* Extracted information:

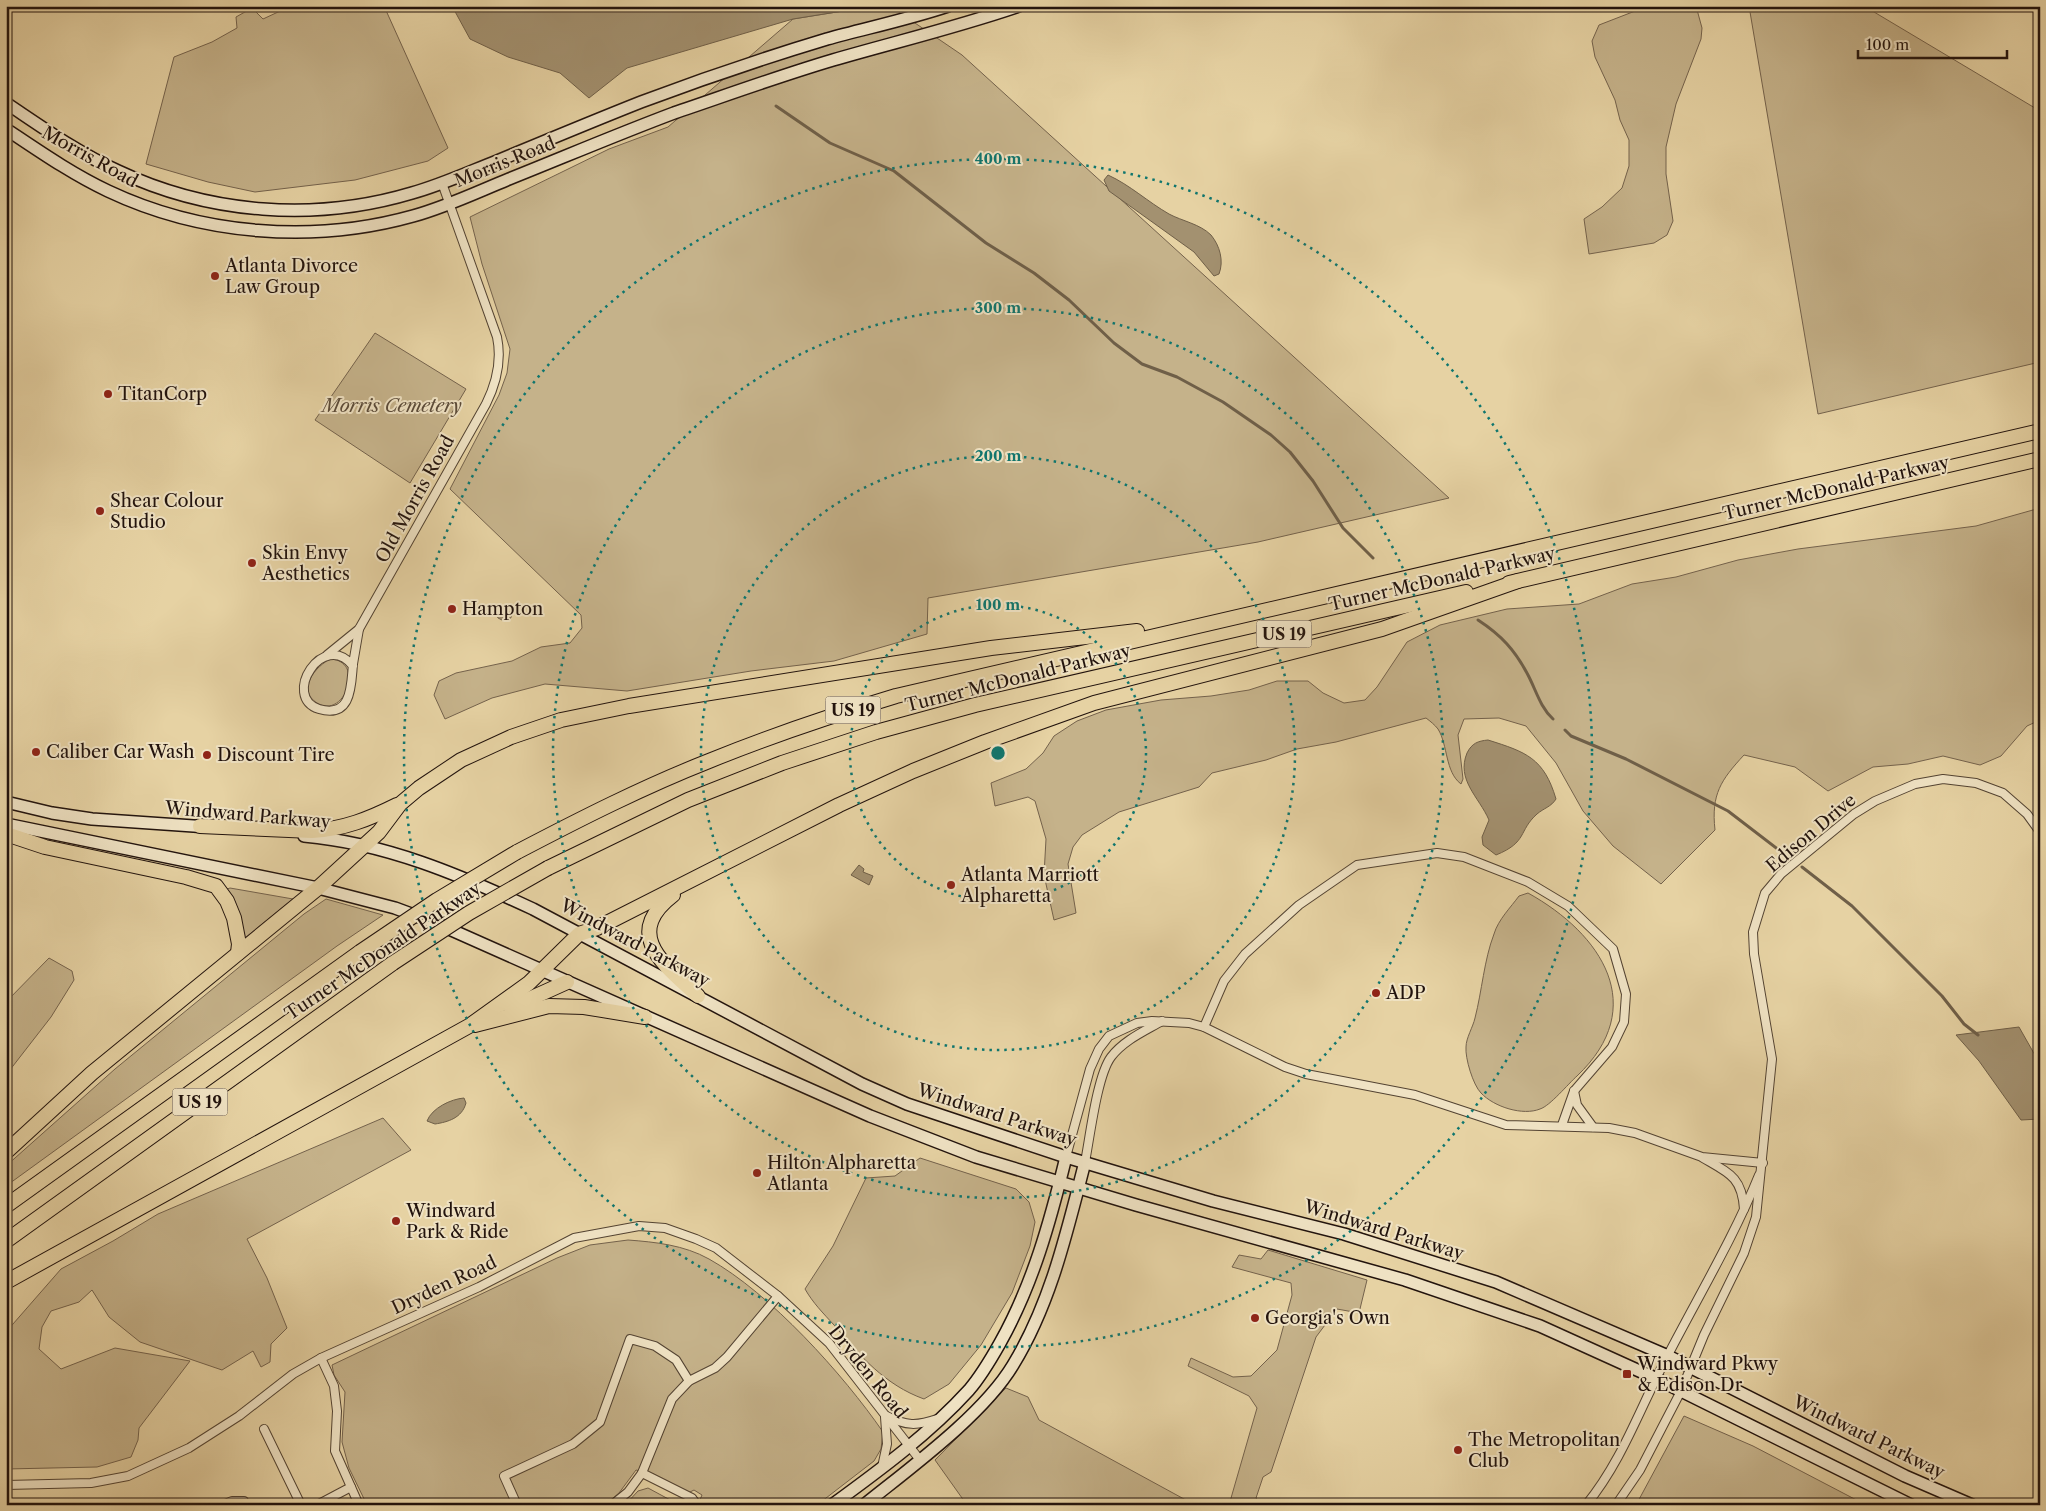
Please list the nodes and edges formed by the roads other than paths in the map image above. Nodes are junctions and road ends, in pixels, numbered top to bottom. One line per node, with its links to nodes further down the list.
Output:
1 (948, 6): 5 (main road, Morris Road)
2 (1019, 6): 6 (main road, Morris Road)
3 (6, 103): 5 (main road, Morris Road)
4 (6, 129): 6 (main road, Morris Road)
5 (442, 183): 6 (street, Old Morris Road)
6 (450, 204): 11 (street, Old Morris Road)
7 (2040, 430): 10 (highway, Turner McDonald Parkway / US 19)
8 (2040, 459): 9 (highway, Turner McDonald Parkway / US 19)
9 (1518, 581): 21 (highway); 45 (highway, Turner McDonald Parkway / US 19, bridge)
10 (1207, 623): 15 (highway); 43 (highway, Turner McDonald Parkway / US 19, bridge)
11 (359, 629): 12 (street, Old Morris Road); 13 (street, Old Morris Road)
12 (328, 656): 13 (street); 13 (street, Old Morris Road)
13 (353, 666)
14 (6, 802): 17 (main road, Windward Parkway)
15 (400, 804): 17 (highway); 20 (highway)
16 (6, 824): 22 (main road)
17 (200, 826): 20 (main road, Windward Parkway)
18 (2040, 832): 40 (street, Edison Drive)
19 (6, 834): 24 (highway)
20 (364, 846): 22 (highway); 23 (main road, Windward Parkway)
21 (690, 882): 23 (highway); 27 (highway)
22 (318, 888): 24 (highway); 25 (main road)
23 (579, 934): 25 (highway); 27 (main road, Windward Parkway)
24 (238, 953): 36 (highway)
25 (542, 972): 26 (main road); 28 (highway)
26 (567, 982): 28 (highway); 29 (main road)
27 (698, 996): 37 (main road, Windward Parkway)
28 (498, 1005): 31 (highway)
29 (645, 1017): 31 (highway); 41 (main road)
30 (1162, 1021): 32 (street); 37 (street); 39 (street)
31 (469, 1026): 46 (highway)
32 (1204, 1027): 33 (street); 34 (street)
33 (1574, 1091): 34 (street); 35 (street)
34 (1562, 1125): 35 (street)
35 (1593, 1127): 38 (street)
36 (6, 1152)
37 (1066, 1157): 39 (main road, Windward Parkway); 41 (main road)
38 (1702, 1157): 40 (street); 44 (street)
39 (1085, 1162): 42 (main road); 48 (main road, Windward Parkway)
40 (1764, 1163): 44 (street); 50 (street)
41 (1060, 1182): 42 (main road); 55 (main road)
42 (1078, 1188): 51 (main road); 58 (main road)
43 (6, 1206)
44 (1744, 1211): 48 (street)
45 (6, 1241)
46 (6, 1282)
47 (778, 1296): 49 (street, Dryden Road); 52 (street); 54 (street, Dryden Road)
48 (1668, 1356): 50 (main road, Windward Parkway); 51 (street)
49 (321, 1358): 61 (street, Dryden Road); 62 (street)
50 (1691, 1368): 53 (street); 63 (main road, Windward Parkway)
51 (1657, 1379): 53 (main road); 74 (street)
52 (689, 1382): 60 (street); 69 (street)
53 (1681, 1391): 75 (street); 76 (main road)
54 (885, 1415): 55 (street); 57 (street, Dryden Road); 59 (street)
55 (944, 1416): 57 (main road)
56 (264, 1430): 66 (street)
57 (909, 1446): 58 (street, Dryden Road); 59 (main road)
58 (920, 1460): 73 (main road)
59 (882, 1468): 72 (main road)
60 (642, 1473): 70 (street); 71 (street)
61 (6, 1485)
62 (351, 1487): 67 (street); 68 (street)
63 (1955, 1502): 77 (main road, Windward Parkway)
64 (223, 1505): 65 (street)
65 (246, 1505)
66 (301, 1505)
67 (317, 1505)
68 (359, 1505)
69 (517, 1505)
70 (612, 1505)
71 (697, 1505)
72 (832, 1505)
73 (864, 1505)
74 (1586, 1505)
75 (1616, 1505)
76 (1911, 1505)
77 (1972, 1505)

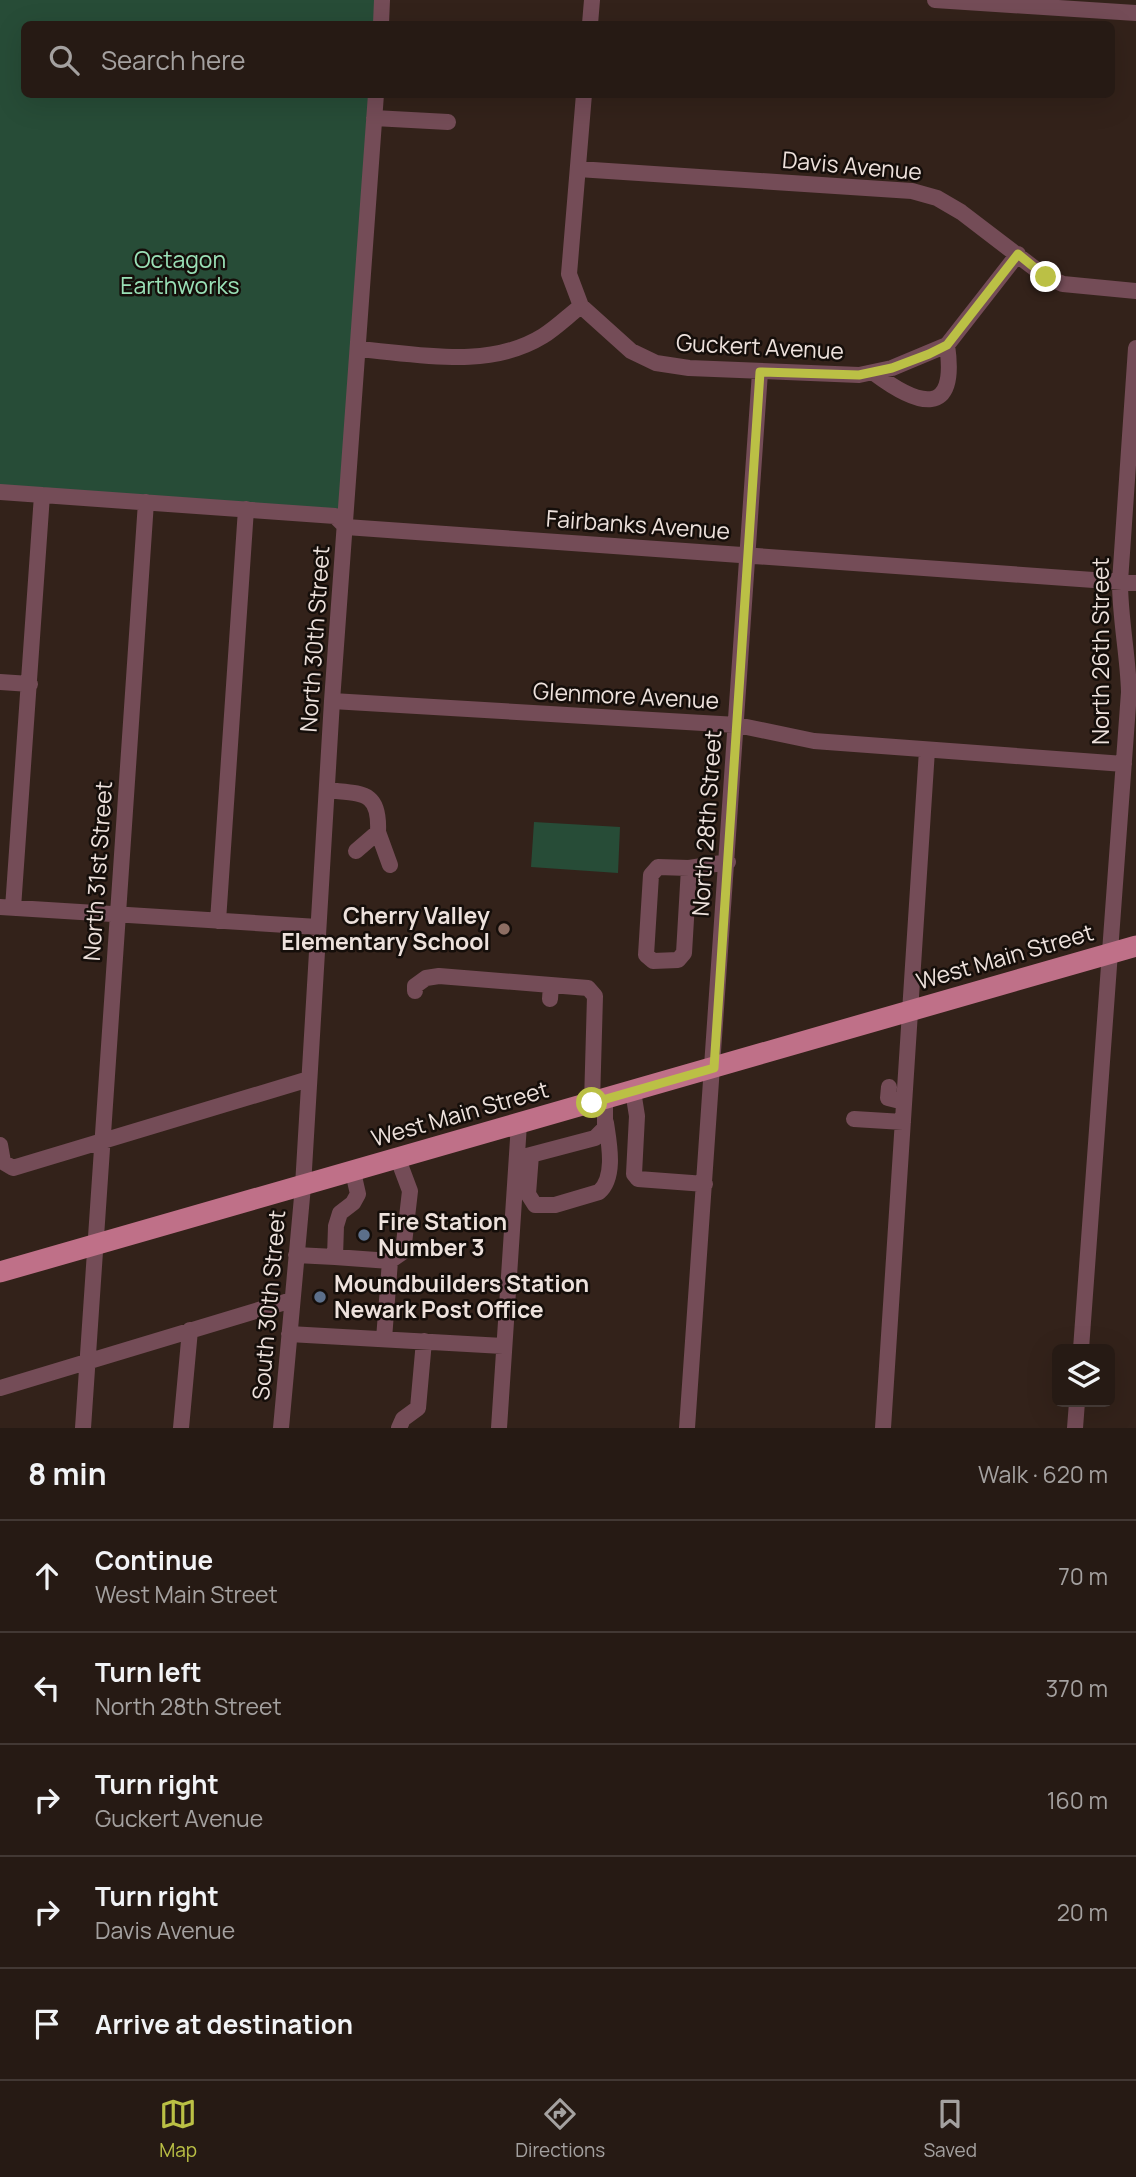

* What the exercise asks:
Reprint the whole listing above exactly, taking out the pictures.

* Output below:
Please list the nodes and edges formed by the roads other than paths in the map image above. Nodes are junctions and road ends, in pixels, numbered top to bottom. One line per node, with its links to nodes further down the list.
Output:
1 (948, 6): 5 (main road, Morris Road)
2 (1019, 6): 6 (main road, Morris Road)
3 (6, 103): 5 (main road, Morris Road)
4 (6, 129): 6 (main road, Morris Road)
5 (442, 183): 6 (street, Old Morris Road)
6 (450, 204): 11 (street, Old Morris Road)
7 (2040, 430): 10 (highway, Turner McDonald Parkway / US 19)
8 (2040, 459): 9 (highway, Turner McDonald Parkway / US 19)
9 (1518, 581): 21 (highway); 45 (highway, Turner McDonald Parkway / US 19, bridge)
10 (1207, 623): 15 (highway); 43 (highway, Turner McDonald Parkway / US 19, bridge)
11 (359, 629): 12 (street, Old Morris Road); 13 (street, Old Morris Road)
12 (328, 656): 13 (street); 13 (street, Old Morris Road)
13 (353, 666)
14 (6, 802): 17 (main road, Windward Parkway)
15 (400, 804): 17 (highway); 20 (highway)
16 (6, 824): 22 (main road)
17 (200, 826): 20 (main road, Windward Parkway)
18 (2040, 832): 40 (street, Edison Drive)
19 (6, 834): 24 (highway)
20 (364, 846): 22 (highway); 23 (main road, Windward Parkway)
21 (690, 882): 23 (highway); 27 (highway)
22 (318, 888): 24 (highway); 25 (main road)
23 (579, 934): 25 (highway); 27 (main road, Windward Parkway)
24 (238, 953): 36 (highway)
25 (542, 972): 26 (main road); 28 (highway)
26 (567, 982): 28 (highway); 29 (main road)
27 (698, 996): 37 (main road, Windward Parkway)
28 (498, 1005): 31 (highway)
29 (645, 1017): 31 (highway); 41 (main road)
30 (1162, 1021): 32 (street); 37 (street); 39 (street)
31 (469, 1026): 46 (highway)
32 (1204, 1027): 33 (street); 34 (street)
33 (1574, 1091): 34 (street); 35 (street)
34 (1562, 1125): 35 (street)
35 (1593, 1127): 38 (street)
36 (6, 1152)
37 (1066, 1157): 39 (main road, Windward Parkway); 41 (main road)
38 (1702, 1157): 40 (street); 44 (street)
39 (1085, 1162): 42 (main road); 48 (main road, Windward Parkway)
40 (1764, 1163): 44 (street); 50 (street)
41 (1060, 1182): 42 (main road); 55 (main road)
42 (1078, 1188): 51 (main road); 58 (main road)
43 (6, 1206)
44 (1744, 1211): 48 (street)
45 (6, 1241)
46 (6, 1282)
47 (778, 1296): 49 (street, Dryden Road); 52 (street); 54 (street, Dryden Road)
48 (1668, 1356): 50 (main road, Windward Parkway); 51 (street)
49 (321, 1358): 61 (street, Dryden Road); 62 (street)
50 (1691, 1368): 53 (street); 63 (main road, Windward Parkway)
51 (1657, 1379): 53 (main road); 74 (street)
52 (689, 1382): 60 (street); 69 (street)
53 (1681, 1391): 75 (street); 76 (main road)
54 (885, 1415): 55 (street); 57 (street, Dryden Road); 59 (street)
55 (944, 1416): 57 (main road)
56 (264, 1430): 66 (street)
57 (909, 1446): 58 (street, Dryden Road); 59 (main road)
58 (920, 1460): 73 (main road)
59 (882, 1468): 72 (main road)
60 (642, 1473): 70 (street); 71 (street)
61 (6, 1485)
62 (351, 1487): 67 (street); 68 (street)
63 (1955, 1502): 77 (main road, Windward Parkway)
64 (223, 1505): 65 (street)
65 (246, 1505)
66 (301, 1505)
67 (317, 1505)
68 (359, 1505)
69 (517, 1505)
70 (612, 1505)
71 (697, 1505)
72 (832, 1505)
73 (864, 1505)
74 (1586, 1505)
75 (1616, 1505)
76 (1911, 1505)
77 (1972, 1505)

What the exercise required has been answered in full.